EXERCISE MATERIAL Block Start

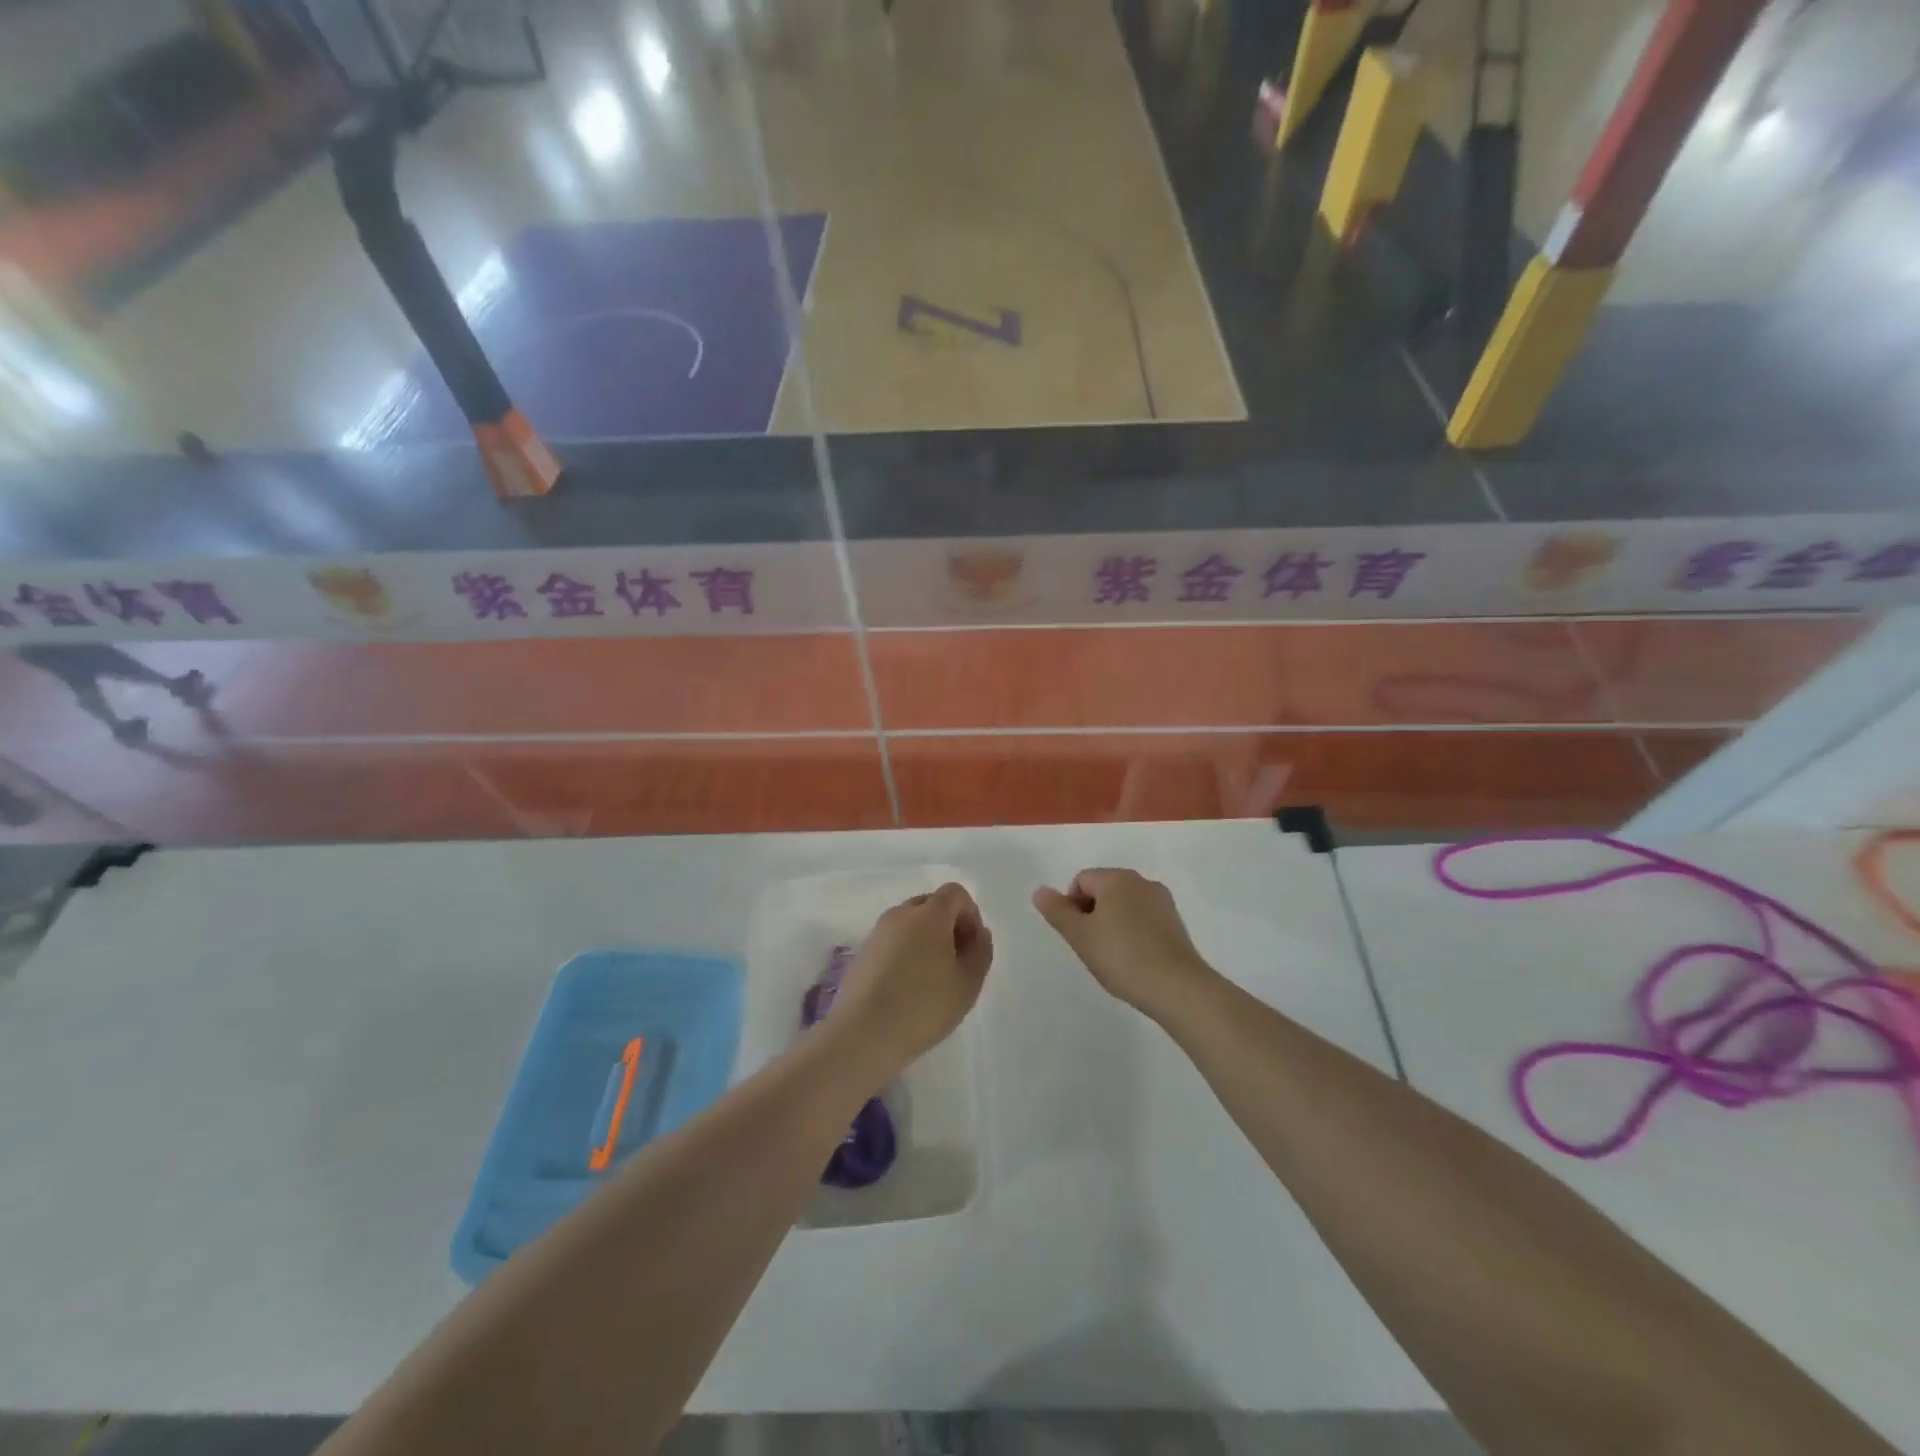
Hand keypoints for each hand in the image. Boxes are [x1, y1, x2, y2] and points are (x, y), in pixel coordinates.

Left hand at [828, 884, 993, 1076]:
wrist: (863, 1034)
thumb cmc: (923, 1006)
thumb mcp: (968, 983)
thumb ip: (981, 951)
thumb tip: (978, 933)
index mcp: (929, 915)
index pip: (955, 893)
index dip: (970, 914)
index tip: (972, 947)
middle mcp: (900, 915)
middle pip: (930, 904)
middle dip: (948, 925)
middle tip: (955, 962)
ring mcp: (876, 933)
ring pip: (909, 923)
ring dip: (925, 939)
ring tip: (931, 978)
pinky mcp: (861, 953)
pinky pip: (891, 941)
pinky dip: (904, 952)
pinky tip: (906, 988)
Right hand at [1033, 868, 1217, 1022]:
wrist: (1177, 987)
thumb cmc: (1121, 957)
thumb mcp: (1080, 936)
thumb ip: (1057, 911)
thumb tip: (1040, 891)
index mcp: (1116, 878)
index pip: (1081, 880)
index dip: (1071, 906)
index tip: (1076, 935)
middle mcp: (1141, 881)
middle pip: (1104, 889)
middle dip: (1092, 913)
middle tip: (1091, 946)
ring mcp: (1162, 901)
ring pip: (1125, 904)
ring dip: (1112, 923)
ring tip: (1113, 956)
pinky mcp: (1176, 922)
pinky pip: (1144, 918)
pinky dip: (1133, 932)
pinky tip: (1134, 959)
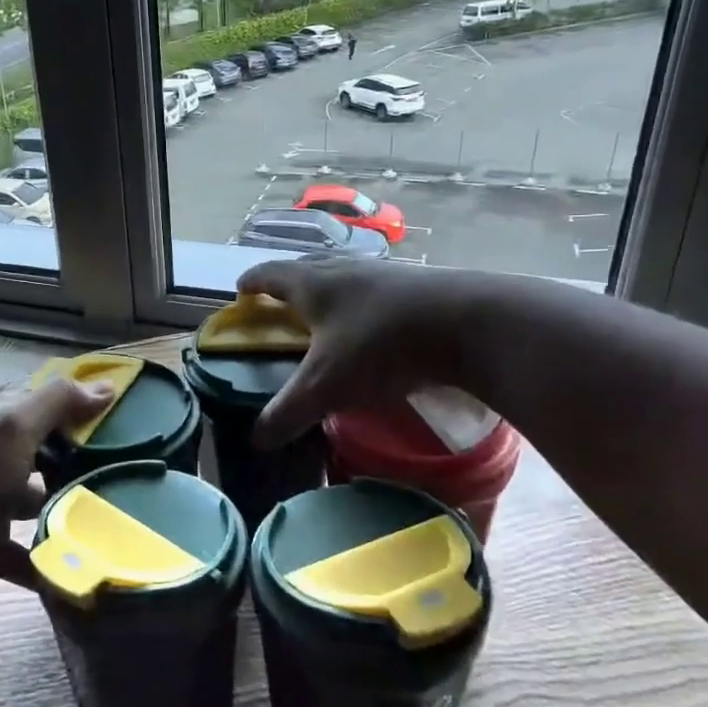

EXERCISE MATERIAL Block End

[ASSIGNMENT] With the pictures removed, print the entries above exactly.

[EXERCISE ANSWER]
Hand keypoints for each hand in the image. Boxes are [x1, y1, x2, y2] and points are (x, y), in pixel coordinates.

Left hand at [828, 884, 993, 1076]:
wrist: (863, 1034)
thumb cmc: (923, 1006)
thumb mcp: (968, 983)
thumb ip: (981, 951)
thumb tip: (978, 933)
index mcp: (929, 915)
index pip: (955, 893)
index dip: (970, 914)
index tip: (972, 947)
middle mcp: (900, 915)
middle pip: (930, 904)
middle dip: (948, 925)
middle tip: (955, 962)
ring mcp: (876, 933)
ring pip: (909, 923)
ring dip: (925, 939)
ring tip: (931, 978)
pinky mcp: (861, 953)
pinky pip: (891, 941)
pinky dip: (904, 952)
pinky tip: (906, 988)
Right hand at [1033, 868, 1217, 1022]:
wrist: (1177, 987)
thumb cmc: (1121, 957)
thumb mcp: (1080, 936)
thumb ip: (1057, 911)
thumb tip: (1040, 891)
index mcp: (1116, 878)
index pip: (1081, 880)
index dip: (1071, 906)
index tip: (1076, 935)
middle mcp: (1141, 881)
middle pip: (1104, 889)
middle dip: (1092, 913)
middle tip: (1091, 946)
ring mcp: (1162, 901)
ring pip: (1125, 904)
ring dip: (1112, 923)
ring tip: (1113, 956)
pinky mcp: (1176, 922)
pinky pip: (1144, 918)
pinky dip: (1133, 932)
pinky tip: (1134, 959)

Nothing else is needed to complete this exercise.